From The Merriam Webster Dictionary of English Usage (which, as always, I strongly recommend as the only usage guide worth relying on; the "concise" version is just as good and probably easier to come by):
The past participle of get is either got or gotten. Strang 1970 [A History of English] says that both forms were in free variation in 17th-century English. In British English got has come to predominate, while in North America gotten predominates in some constructions and got in others. Marckwardt 1958 [A History of English] points out that in North American English have gotten means that something has been obtained, while have got denotes simple possession... Gotten has been under attack in American handbooks as somehow improper. Lindley Murray 1795 apparently started the controversy by calling gotten nearly obsolete. It was indeed passing out of use in British English at that time... Murray's books were widely used in American schools, too, and his opinion was adopted by American usage books like Bache 1869 and Ayres 1881... One version of this notion, even though it is wrong, persists as recently as Einstein 1985 [How to Communicate], who insists on got only. The schoolmastering has perhaps kept got more current than it might have been had natural selection been allowed free play. Thus we find both got and gotten in use...

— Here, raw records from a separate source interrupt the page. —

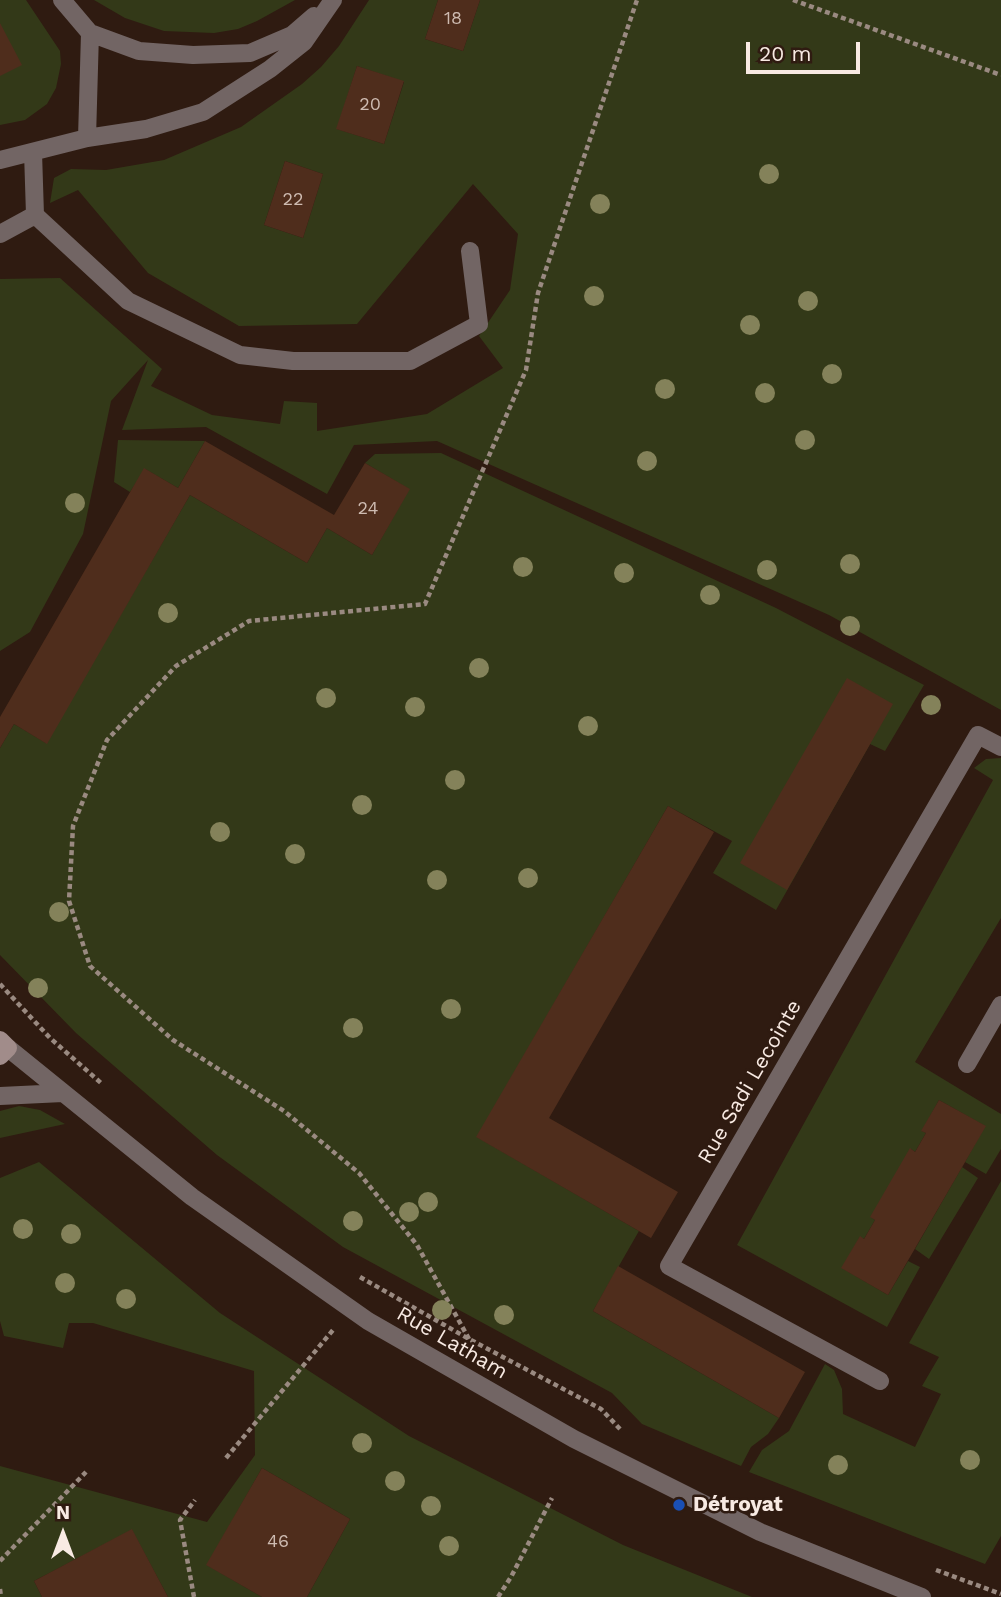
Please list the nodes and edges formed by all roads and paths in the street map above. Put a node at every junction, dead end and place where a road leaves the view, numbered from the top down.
1 (62, 0) edge
2 (333, 0) edge
3 (637, 0) edge
4 (793, 0) edge
5 (90, 33) junction
6 (1001, 75) edge
7 (87, 138) junction
8 (33, 152) junction
9 (0, 160) edge
10 (35, 215) junction
11 (0, 233) edge
12 (470, 251) dead end
13 (1001, 747) edge
14 (0, 984) edge
15 (1001, 1005) edge
16 (3, 1048) edge
17 (967, 1064) dead end
18 (108, 1089) dead end
19 (64, 1093) junction
20 (0, 1097) edge
21 (355, 1275) dead end
22 (351, 1308) junction
23 (469, 1339) junction
24 (880, 1381) dead end
25 (627, 1437) dead end
26 (226, 1458) dead end
27 (86, 1472) dead end
28 (552, 1498) dead end
29 (195, 1500) dead end
30 (0, 1561) edge
31 (924, 1566) dead end
32 (0, 1589) edge
33 (1001, 1594) edge
34 (1, 1597) edge
35 (194, 1597) edge
36 (498, 1597) edge
37 (922, 1597) edge

1 - 5 street
2 - 5 street
2 - 7 street
3 - 23 path
4 - 6 path
5 - 7 street
7 - 8 street
8 - 9 street
8 - 10 street
10 - 11 street
10 - 12 street
13 - 24 street, Rue Sadi Lecointe
14 - 18 path
15 - 17 street
16 - 19 street, Rue Latham
19 - 20 street
19 - 22 street, Rue Latham
21 - 23 path
22 - 26 path
22 - 37 street, Rue Latham
23 - 25 path
27 - 30 path
28 - 36 path
29 - 35 path
31 - 33 path
32 - 34 path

English speakers in North America seem to use both got and gotten in a way that is almost freely variable... the native speaker will pick whichever form seems more natural at the time.
So go with whichever seems natural to you; you will not be "incorrect."
posted by languagehat at 6:35 AM on March 7, 2009 [2 favorites]

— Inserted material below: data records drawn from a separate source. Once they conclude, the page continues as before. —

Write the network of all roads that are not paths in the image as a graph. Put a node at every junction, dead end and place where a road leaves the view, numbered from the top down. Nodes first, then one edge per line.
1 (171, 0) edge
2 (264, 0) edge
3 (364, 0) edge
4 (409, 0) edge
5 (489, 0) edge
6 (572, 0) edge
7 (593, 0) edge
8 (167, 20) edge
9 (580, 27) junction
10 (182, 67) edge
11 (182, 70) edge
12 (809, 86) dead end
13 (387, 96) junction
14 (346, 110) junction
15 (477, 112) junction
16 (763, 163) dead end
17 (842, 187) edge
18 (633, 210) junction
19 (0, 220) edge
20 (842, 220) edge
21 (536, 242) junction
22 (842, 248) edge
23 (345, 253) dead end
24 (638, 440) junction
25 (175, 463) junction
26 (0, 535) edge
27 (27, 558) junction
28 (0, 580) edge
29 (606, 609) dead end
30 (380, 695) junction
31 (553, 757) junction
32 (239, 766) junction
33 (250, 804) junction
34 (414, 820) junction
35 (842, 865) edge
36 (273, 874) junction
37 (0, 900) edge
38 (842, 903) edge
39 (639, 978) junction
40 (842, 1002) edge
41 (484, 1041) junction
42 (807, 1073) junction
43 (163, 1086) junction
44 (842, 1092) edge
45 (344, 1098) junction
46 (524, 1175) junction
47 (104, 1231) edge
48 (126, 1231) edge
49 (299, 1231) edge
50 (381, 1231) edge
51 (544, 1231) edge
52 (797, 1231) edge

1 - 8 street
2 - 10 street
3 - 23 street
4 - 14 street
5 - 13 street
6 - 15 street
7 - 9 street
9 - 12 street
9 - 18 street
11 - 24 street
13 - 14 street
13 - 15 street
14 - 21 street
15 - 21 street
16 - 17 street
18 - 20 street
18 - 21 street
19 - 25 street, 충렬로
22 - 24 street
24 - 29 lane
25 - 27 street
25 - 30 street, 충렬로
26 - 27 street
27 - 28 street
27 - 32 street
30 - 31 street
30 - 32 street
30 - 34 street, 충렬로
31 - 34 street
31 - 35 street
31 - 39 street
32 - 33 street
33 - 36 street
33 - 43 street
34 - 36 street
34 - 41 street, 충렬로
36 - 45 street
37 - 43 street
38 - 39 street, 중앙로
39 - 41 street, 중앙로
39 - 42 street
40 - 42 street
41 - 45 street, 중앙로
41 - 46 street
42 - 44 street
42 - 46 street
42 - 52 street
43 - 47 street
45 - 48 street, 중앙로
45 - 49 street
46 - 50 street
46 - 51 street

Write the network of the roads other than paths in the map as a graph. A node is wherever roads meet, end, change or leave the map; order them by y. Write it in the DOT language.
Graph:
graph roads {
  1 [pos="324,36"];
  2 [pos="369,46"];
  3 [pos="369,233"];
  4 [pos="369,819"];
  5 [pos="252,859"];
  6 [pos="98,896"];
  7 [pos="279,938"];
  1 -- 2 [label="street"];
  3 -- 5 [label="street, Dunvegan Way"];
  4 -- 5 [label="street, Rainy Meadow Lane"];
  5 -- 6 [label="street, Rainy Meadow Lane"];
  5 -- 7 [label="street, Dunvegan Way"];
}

It's so sad to see good, proper English words being thrown away these days. I'm from the South but live in the Northeast and use gotten all the time.

Also, I disagree with Webster that the issue is strictly a matter of context and habit. Gotten is the correct form for the pluperfect tense of got. I got into an accident yesterday. This is before I had gotten into the other accident.
posted by Civil_Disobedient at 7:30 AM on March 7, 2009


It's so sad to see good, proper English words being thrown away these days.

Good and proper English words have been tossed aside throughout the evolution of the language. I mean, how often do you say perchance, aught or even apothecary these days? And yet these were everyday words not long ago.

There is a shop in a town not far me with a sign that says "Provenders of fine victuals and comestibles." The sign is perhaps 80 years old but I doubt many of the people walking by it today have anything but a vague idea what most of those words mean because they have fallen out of common usage. (Luckily, it has big windows and is obviously a grocers.)
posted by DarlingBri at 8:34 AM on March 7, 2009


Response by poster: Thanks, everyone, for these delightful answers. I adore a good turn of phrase, and relish in slight linguistic anachronism. I enjoy others' expressions when I say 'drat,' which ought to get much more play. And it doesn't get me fired when my inner monologue screams "motherfucker!" instead.

DarlingBri - While aught is likely doomed (though one Vassar professor suggested I graduated in the class of 'aught aught' - I prefer the naughty aughties), I think we can still save perchance, which has itself eclipsed peradventure.